**What you should do:** Report the count of lines below that include "Tenison", without any other text.

Collected data entries
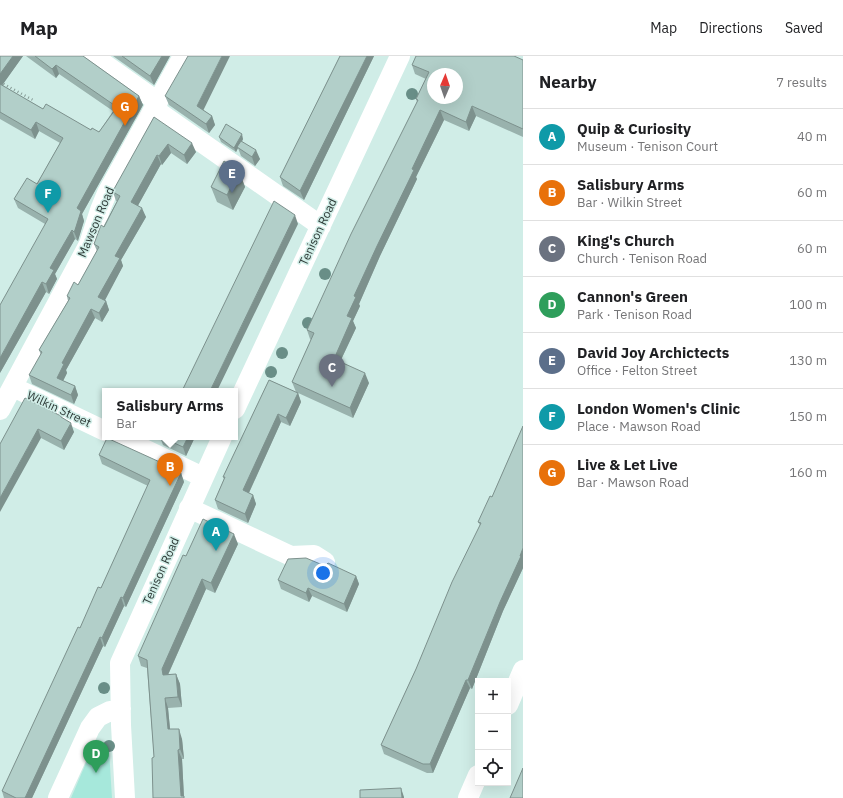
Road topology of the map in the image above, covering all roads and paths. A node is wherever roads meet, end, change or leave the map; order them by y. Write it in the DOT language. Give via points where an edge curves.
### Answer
graph roads {
  1 [pos="93,56"];
  2 [pos="182,56"];
  3 [pos="400,56"];
  4 [pos="0,82"];
  5 [pos="34,100"];
  6 [pos="156,106"];
  7 [pos="321,226"];
  8 [pos="13,387"];
  9 [pos="238,403"];
  10 [pos="0,410"];
  11 [pos="102,430"];
  12 [pos="125,440"];
  13 [pos="221,440"];
  14 [pos="203,477"];
  15 [pos="189,508"];
  16 [pos="325,562"];
  17 [pos="523,670"];
  18 [pos="511,698"];
  19 [pos="121,709"];
  20 [pos="475,782"];
  21 [pos="58,798"];
  22 [pos="125,798"];
  23 [pos="468,798"];
  1 -- 6 [label="street"];
  2 -- 6 [label="street, Mawson Road"];
  3 -- 7 [label="street, Tenison Road"];
  4 -- 5 [label="path"];
  6 -- 7 [label="street"];
  6 -- 8 [label="street, Mawson Road" via="107,193 89,244"];
  7 -- 9 [label="street, Tenison Road"];
  8 -- 10 [label="street, Mawson Road"];
  8 -- 11 [label="street, Wilkin Street"];
  12 -- 14 [label="street"];
  13 -- 14 [label="street, Tenison Road"];
  14 -- 15 [label="street, Tenison Road"];
  15 -- 16 [label="street" via="291,556 314,555"];
  15 -- 19 [label="street, Tenison Road" via="120,663"];
  17 -- 18 [label="street"];
  19 -- 21 [label="street" via="98,717 90,728"];
  19 -- 22 [label="street, Tenison Road"];
  20 -- 23 [label="street"];
}
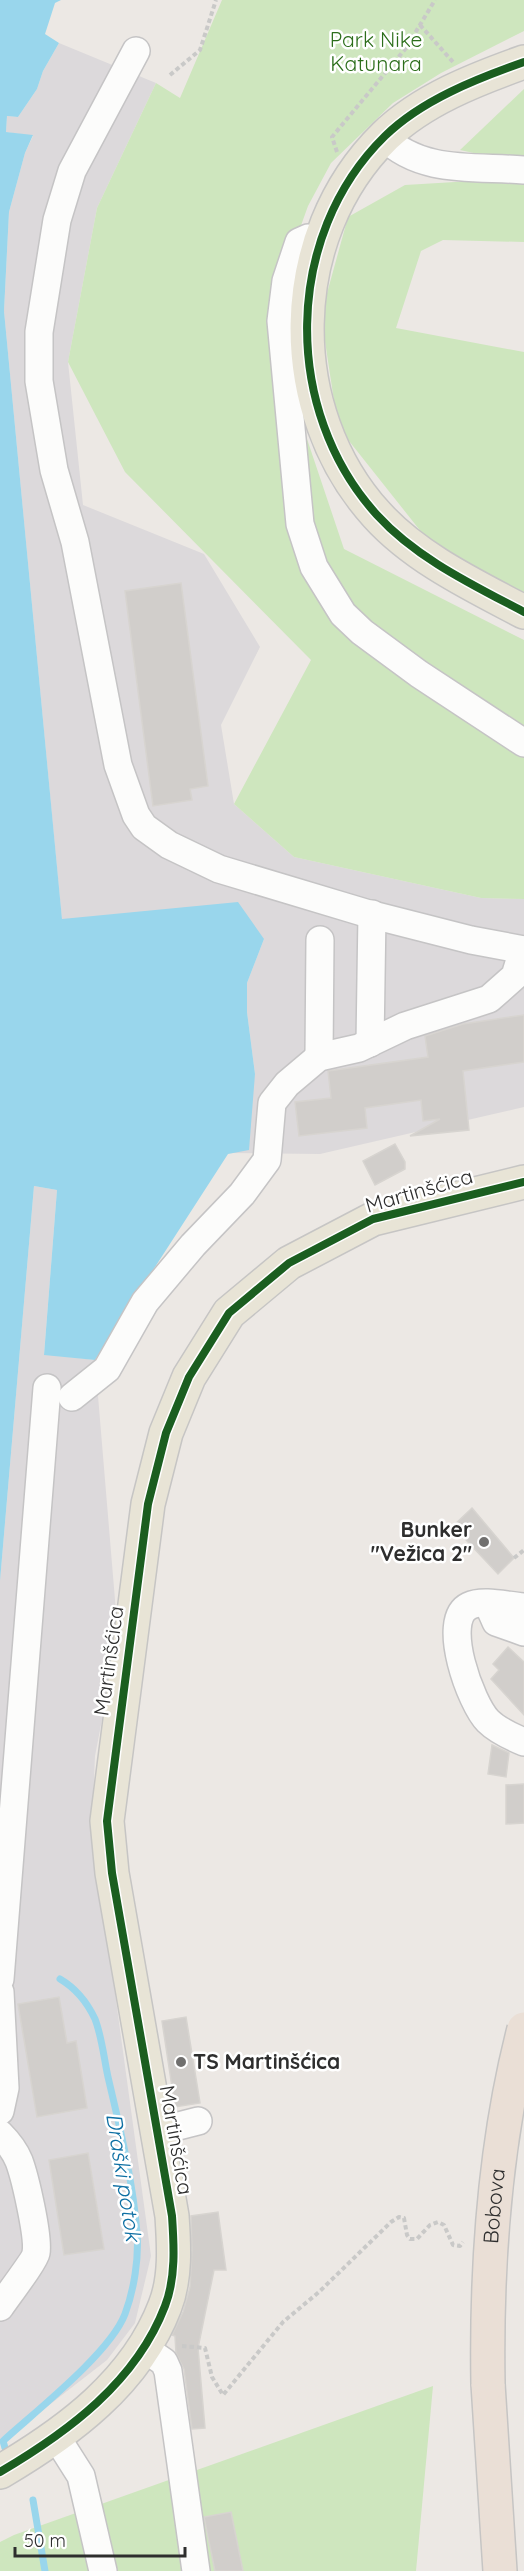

**Result:** 6